## How to complete this task
Return, from the lines below, each one that includes the word "BRYAN".

## Records for the task
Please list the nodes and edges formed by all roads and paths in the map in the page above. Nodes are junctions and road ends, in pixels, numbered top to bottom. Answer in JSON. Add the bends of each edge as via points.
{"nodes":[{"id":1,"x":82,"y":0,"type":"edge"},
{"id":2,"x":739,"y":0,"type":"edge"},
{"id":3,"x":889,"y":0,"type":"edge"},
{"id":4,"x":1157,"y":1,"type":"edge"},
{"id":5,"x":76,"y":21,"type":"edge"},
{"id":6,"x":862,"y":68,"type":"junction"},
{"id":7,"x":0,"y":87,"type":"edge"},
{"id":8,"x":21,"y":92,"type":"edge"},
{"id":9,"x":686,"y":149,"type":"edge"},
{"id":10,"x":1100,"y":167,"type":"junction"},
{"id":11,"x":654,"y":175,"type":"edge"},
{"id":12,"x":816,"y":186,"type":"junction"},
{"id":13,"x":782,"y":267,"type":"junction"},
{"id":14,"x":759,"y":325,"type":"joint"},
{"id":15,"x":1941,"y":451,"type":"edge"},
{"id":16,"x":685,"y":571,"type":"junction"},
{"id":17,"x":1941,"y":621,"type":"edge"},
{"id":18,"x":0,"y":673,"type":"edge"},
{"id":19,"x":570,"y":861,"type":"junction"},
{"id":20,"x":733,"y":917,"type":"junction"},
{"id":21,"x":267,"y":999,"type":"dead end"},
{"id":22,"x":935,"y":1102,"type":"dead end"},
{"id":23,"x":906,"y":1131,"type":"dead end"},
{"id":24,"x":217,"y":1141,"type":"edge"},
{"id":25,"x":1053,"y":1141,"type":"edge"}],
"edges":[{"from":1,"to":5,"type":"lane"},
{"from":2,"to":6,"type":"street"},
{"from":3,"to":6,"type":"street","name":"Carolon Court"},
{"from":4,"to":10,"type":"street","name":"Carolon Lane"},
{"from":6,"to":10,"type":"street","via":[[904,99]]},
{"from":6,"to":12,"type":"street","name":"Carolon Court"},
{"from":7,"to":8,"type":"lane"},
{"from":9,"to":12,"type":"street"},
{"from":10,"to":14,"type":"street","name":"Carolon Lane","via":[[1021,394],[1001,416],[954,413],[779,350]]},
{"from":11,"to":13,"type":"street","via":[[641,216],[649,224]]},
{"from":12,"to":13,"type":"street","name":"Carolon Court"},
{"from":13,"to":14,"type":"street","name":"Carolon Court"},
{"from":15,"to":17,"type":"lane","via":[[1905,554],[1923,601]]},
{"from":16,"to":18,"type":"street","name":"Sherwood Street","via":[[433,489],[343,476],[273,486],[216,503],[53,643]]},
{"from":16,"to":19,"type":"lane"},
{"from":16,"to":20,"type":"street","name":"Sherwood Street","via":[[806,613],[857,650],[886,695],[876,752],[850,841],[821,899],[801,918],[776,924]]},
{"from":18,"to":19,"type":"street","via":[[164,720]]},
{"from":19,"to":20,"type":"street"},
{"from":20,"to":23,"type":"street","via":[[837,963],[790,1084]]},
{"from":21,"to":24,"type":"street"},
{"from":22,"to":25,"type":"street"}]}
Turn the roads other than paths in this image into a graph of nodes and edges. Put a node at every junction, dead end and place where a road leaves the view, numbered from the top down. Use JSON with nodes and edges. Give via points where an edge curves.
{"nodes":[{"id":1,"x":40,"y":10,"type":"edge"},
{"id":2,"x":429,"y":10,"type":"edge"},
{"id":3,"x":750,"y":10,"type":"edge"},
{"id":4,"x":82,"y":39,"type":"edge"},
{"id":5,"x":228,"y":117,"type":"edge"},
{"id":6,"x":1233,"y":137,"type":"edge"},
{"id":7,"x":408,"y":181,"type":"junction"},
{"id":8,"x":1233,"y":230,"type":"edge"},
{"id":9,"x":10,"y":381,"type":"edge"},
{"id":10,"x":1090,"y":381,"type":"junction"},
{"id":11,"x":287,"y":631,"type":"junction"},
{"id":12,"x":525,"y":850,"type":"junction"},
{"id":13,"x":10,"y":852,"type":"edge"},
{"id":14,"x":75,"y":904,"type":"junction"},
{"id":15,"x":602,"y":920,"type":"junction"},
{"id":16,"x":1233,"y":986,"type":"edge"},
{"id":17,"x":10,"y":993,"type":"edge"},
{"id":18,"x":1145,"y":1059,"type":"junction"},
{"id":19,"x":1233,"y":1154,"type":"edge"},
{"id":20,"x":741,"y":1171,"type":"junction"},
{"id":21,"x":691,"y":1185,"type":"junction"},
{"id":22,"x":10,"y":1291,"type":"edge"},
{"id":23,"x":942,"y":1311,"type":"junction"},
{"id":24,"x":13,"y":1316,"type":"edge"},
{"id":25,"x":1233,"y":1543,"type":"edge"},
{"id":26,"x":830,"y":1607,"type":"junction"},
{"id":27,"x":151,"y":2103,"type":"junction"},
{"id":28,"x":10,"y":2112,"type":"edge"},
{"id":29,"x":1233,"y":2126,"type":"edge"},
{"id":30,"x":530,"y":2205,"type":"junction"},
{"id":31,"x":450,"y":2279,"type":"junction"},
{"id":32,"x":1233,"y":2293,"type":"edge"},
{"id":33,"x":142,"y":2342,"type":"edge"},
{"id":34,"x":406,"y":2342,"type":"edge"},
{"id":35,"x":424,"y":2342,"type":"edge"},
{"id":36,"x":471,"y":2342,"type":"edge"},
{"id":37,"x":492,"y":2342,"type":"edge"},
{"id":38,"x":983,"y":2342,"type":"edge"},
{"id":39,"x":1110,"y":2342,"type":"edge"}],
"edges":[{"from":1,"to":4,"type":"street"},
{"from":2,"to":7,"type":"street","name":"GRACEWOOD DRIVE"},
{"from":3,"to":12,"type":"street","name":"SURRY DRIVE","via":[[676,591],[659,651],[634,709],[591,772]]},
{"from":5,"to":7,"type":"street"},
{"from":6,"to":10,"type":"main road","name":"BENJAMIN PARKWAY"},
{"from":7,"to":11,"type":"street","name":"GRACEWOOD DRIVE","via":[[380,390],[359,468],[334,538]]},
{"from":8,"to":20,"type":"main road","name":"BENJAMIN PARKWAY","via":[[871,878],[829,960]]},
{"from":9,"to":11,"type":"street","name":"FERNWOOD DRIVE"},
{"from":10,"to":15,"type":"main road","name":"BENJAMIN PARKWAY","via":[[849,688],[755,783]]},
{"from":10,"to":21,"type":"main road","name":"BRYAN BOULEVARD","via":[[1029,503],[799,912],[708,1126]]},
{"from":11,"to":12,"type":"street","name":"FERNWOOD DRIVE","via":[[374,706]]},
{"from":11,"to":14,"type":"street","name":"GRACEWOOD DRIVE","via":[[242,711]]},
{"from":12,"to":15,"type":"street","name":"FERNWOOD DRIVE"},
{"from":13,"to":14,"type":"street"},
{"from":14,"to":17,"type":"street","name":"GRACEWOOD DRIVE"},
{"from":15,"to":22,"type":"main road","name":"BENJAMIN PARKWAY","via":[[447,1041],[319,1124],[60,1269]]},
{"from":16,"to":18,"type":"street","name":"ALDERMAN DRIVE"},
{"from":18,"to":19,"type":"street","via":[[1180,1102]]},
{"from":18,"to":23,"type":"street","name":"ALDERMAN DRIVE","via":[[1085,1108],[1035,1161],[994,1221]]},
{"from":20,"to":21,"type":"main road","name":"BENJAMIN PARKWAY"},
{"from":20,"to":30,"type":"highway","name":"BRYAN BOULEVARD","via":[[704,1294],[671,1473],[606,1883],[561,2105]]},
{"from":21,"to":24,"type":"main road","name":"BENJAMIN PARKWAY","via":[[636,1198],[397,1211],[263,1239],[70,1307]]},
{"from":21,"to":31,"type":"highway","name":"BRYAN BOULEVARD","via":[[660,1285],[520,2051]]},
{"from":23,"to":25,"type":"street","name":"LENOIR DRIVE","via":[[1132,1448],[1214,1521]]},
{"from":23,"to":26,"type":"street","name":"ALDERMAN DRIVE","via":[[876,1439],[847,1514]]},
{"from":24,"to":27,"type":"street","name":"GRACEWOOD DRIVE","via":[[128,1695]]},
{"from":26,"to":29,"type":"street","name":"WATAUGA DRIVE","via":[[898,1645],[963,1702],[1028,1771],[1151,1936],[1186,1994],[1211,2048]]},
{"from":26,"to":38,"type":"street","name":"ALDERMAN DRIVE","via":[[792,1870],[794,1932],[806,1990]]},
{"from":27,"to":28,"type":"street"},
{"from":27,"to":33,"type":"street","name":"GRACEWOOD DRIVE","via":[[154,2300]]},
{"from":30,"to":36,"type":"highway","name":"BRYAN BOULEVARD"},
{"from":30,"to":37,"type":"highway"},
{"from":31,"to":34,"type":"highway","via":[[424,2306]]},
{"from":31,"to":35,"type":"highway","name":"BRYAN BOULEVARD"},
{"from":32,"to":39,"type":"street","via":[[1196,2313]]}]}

## Task solution
{"from":10,"to":21,"type":"main road","name":"BRYAN BOULEVARD","via":[[1029,503],[799,912],[708,1126]]},
{"from":20,"to":30,"type":"highway","name":"BRYAN BOULEVARD","via":[[704,1294],[671,1473],[606,1883],[561,2105]]},
{"from":21,"to":31,"type":"highway","name":"BRYAN BOULEVARD","via":[[660,1285],[520,2051]]},
{"from":30,"to":36,"type":"highway","name":"BRYAN BOULEVARD"},
{"from":31,"to":35,"type":"highway","name":"BRYAN BOULEVARD"},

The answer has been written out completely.